**Task material**
[Start of section]

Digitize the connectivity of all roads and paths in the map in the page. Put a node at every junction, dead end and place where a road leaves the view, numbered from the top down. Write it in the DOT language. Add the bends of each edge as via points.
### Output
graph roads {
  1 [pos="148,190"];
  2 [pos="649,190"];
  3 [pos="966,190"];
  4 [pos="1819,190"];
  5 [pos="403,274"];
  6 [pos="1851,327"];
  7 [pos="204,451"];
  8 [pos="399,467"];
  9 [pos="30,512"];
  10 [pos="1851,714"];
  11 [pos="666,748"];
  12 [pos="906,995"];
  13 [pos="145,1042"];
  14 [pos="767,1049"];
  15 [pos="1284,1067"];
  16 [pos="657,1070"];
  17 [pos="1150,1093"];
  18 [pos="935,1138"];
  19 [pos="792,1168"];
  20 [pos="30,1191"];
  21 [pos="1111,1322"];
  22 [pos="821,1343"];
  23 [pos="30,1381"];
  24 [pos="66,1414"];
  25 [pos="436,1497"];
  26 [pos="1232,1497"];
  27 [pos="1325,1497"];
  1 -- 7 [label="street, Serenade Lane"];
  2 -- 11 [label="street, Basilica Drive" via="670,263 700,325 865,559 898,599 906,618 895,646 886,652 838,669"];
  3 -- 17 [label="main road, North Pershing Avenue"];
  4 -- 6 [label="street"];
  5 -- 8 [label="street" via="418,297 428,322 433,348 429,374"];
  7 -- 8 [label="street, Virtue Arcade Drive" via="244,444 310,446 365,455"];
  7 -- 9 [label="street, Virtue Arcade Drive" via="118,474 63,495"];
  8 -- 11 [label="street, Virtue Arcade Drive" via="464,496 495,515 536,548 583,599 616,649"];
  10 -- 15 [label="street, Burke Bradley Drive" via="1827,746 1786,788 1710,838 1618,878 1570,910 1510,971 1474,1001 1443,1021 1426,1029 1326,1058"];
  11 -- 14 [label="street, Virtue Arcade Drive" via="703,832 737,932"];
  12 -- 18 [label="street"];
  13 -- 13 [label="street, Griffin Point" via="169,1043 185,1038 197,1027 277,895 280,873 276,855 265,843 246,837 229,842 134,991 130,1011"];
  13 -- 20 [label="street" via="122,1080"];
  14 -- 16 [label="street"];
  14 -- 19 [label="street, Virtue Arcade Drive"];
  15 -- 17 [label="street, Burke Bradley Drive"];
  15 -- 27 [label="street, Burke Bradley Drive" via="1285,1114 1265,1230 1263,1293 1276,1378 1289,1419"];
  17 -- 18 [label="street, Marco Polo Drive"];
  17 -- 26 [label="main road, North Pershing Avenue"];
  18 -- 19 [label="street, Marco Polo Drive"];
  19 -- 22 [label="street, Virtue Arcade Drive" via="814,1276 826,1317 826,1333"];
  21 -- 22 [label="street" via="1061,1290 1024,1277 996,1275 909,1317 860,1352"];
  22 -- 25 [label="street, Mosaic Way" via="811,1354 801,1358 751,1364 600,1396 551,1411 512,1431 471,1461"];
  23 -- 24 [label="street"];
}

[End of section]
[Start of section]

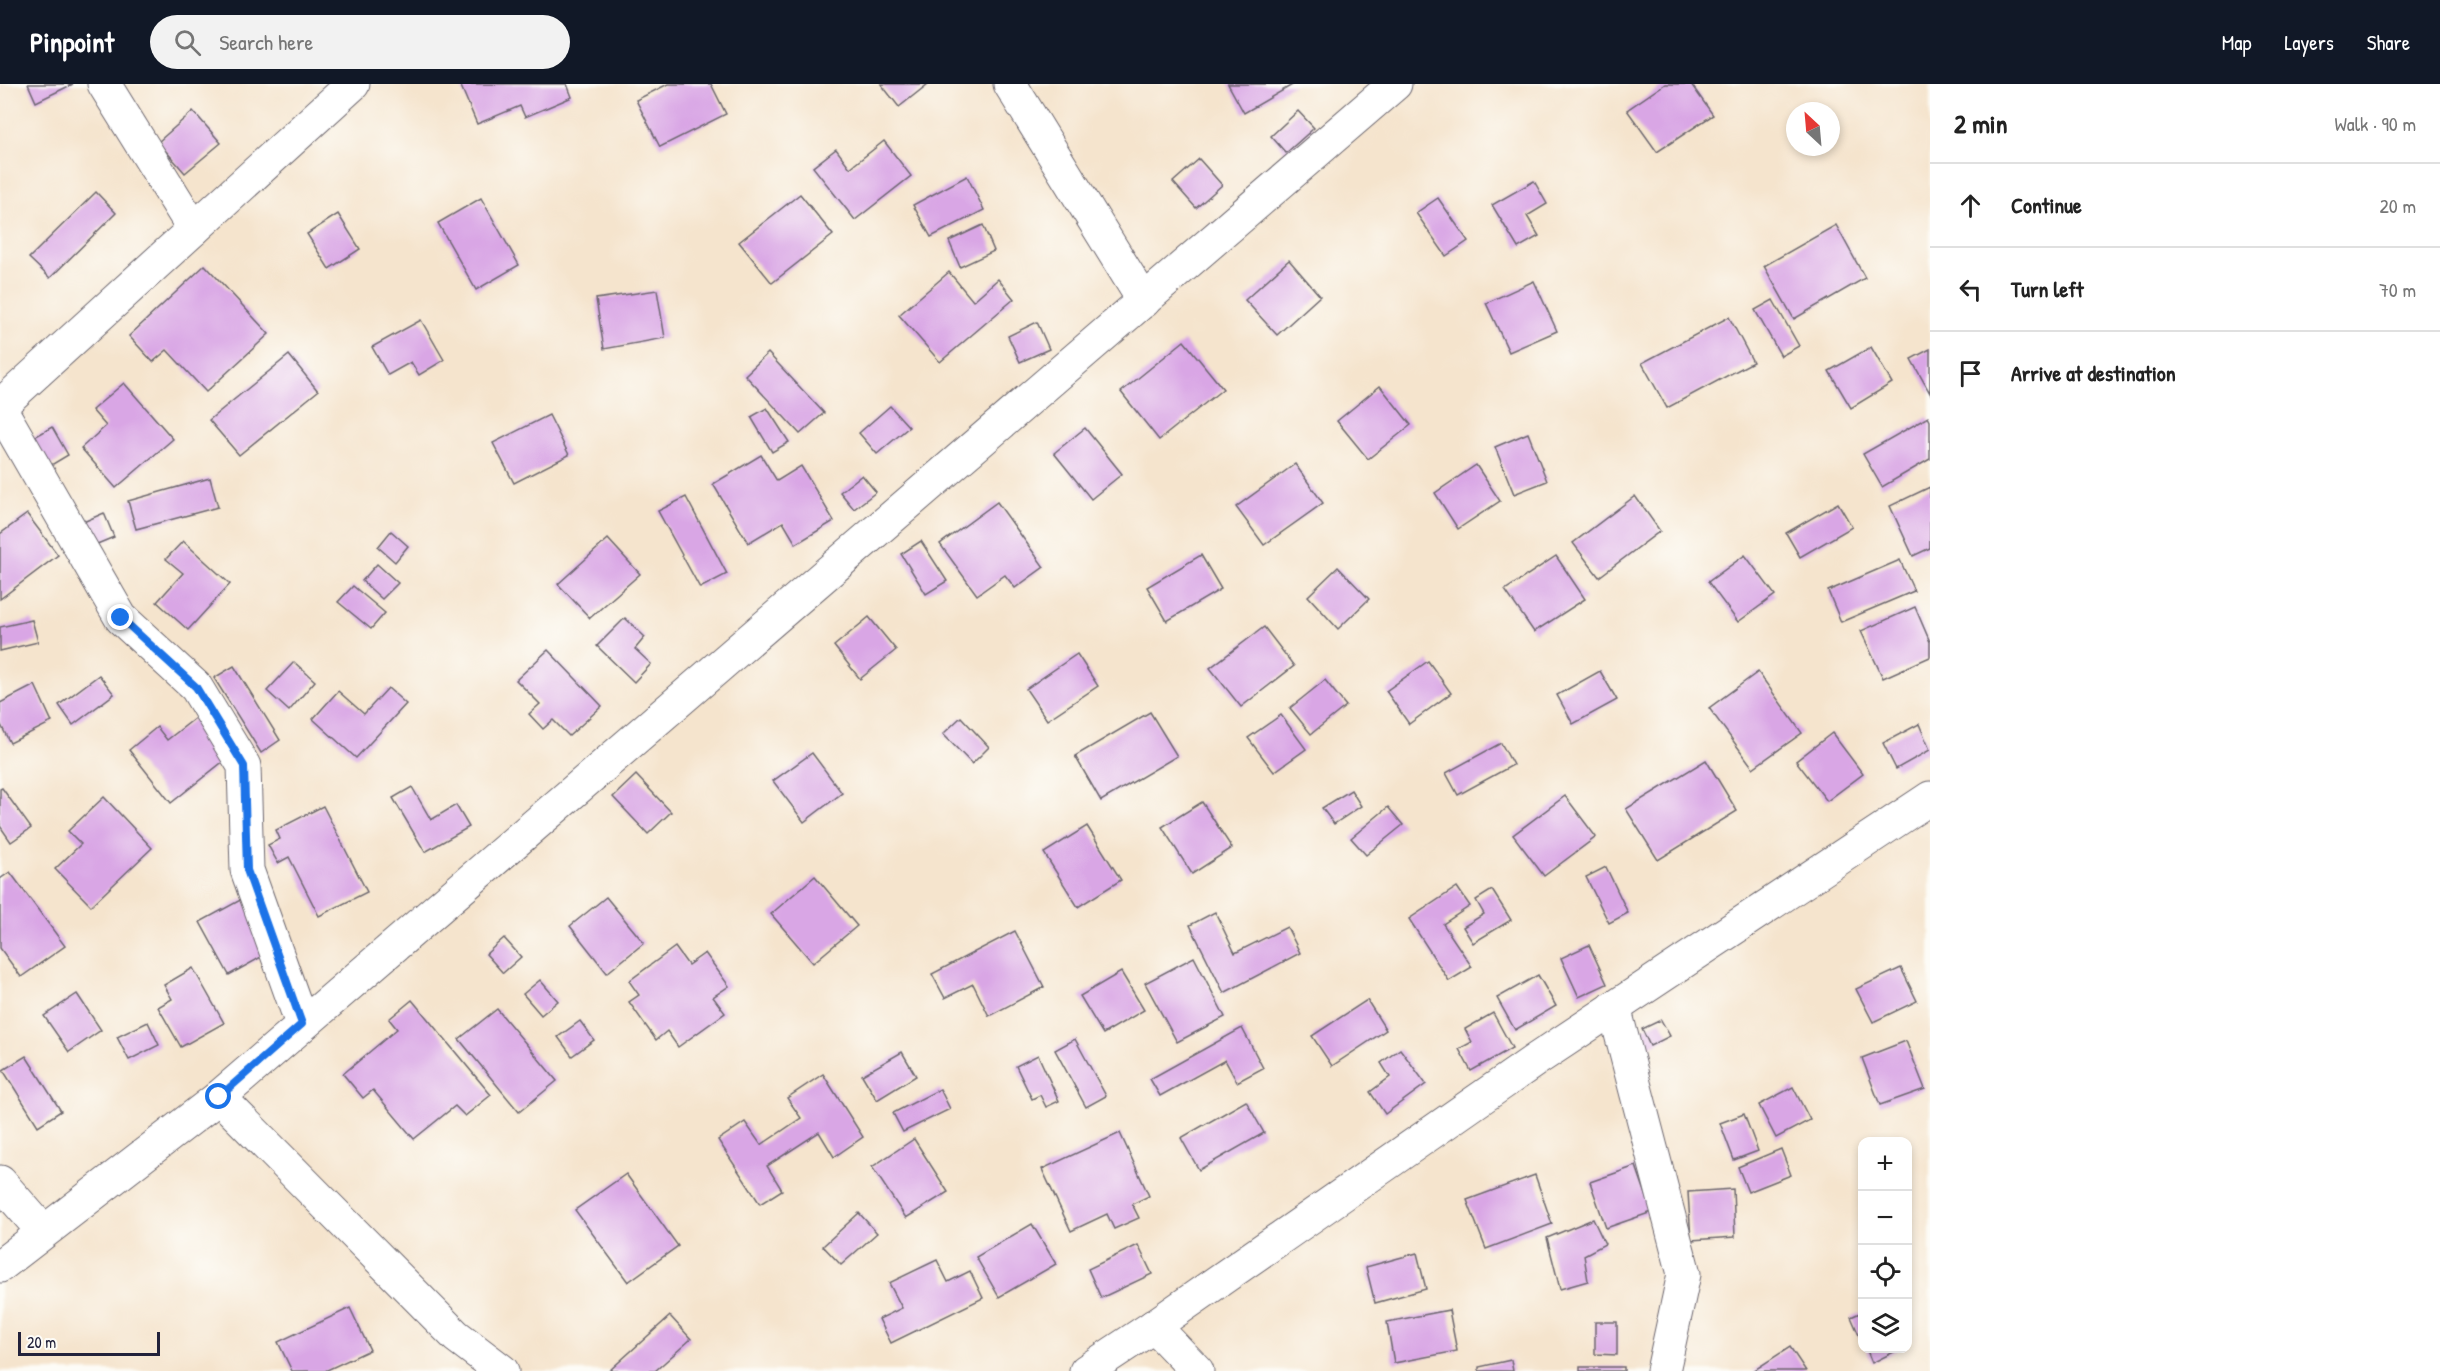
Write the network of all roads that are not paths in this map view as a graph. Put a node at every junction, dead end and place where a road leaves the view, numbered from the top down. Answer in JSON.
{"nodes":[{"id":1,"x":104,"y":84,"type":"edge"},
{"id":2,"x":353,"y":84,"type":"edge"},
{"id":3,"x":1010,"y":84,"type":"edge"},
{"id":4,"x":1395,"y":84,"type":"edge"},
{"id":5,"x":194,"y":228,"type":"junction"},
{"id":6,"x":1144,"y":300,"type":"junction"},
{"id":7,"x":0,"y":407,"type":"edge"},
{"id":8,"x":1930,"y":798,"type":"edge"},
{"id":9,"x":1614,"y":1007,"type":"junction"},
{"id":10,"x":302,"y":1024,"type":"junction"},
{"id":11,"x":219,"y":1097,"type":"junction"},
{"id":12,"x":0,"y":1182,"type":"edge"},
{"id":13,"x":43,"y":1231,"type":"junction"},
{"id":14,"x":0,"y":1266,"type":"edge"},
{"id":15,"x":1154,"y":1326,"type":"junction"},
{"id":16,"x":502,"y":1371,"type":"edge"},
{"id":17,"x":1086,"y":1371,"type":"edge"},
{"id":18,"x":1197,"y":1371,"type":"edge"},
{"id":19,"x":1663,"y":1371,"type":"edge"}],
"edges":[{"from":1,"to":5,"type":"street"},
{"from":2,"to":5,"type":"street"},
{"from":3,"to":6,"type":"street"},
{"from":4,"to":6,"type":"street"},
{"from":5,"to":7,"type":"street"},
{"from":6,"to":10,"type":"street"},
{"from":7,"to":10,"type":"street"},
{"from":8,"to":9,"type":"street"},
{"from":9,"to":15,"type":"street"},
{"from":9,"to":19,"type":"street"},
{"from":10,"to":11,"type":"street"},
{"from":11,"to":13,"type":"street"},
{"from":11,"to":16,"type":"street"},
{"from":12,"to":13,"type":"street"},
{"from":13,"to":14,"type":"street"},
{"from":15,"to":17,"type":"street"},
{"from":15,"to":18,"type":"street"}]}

[End of section]

Report every line of the records that contains the word "Arcade".

  7 -- 8 [label="street, Virtue Arcade Drive" via="244,444 310,446 365,455"];
  7 -- 9 [label="street, Virtue Arcade Drive" via="118,474 63,495"];
  8 -- 11 [label="street, Virtue Arcade Drive" via="464,496 495,515 536,548 583,599 616,649"];
  11 -- 14 [label="street, Virtue Arcade Drive" via="703,832 737,932"];
  14 -- 19 [label="street, Virtue Arcade Drive"];
  19 -- 22 [label="street, Virtue Arcade Drive" via="814,1276 826,1317 826,1333"];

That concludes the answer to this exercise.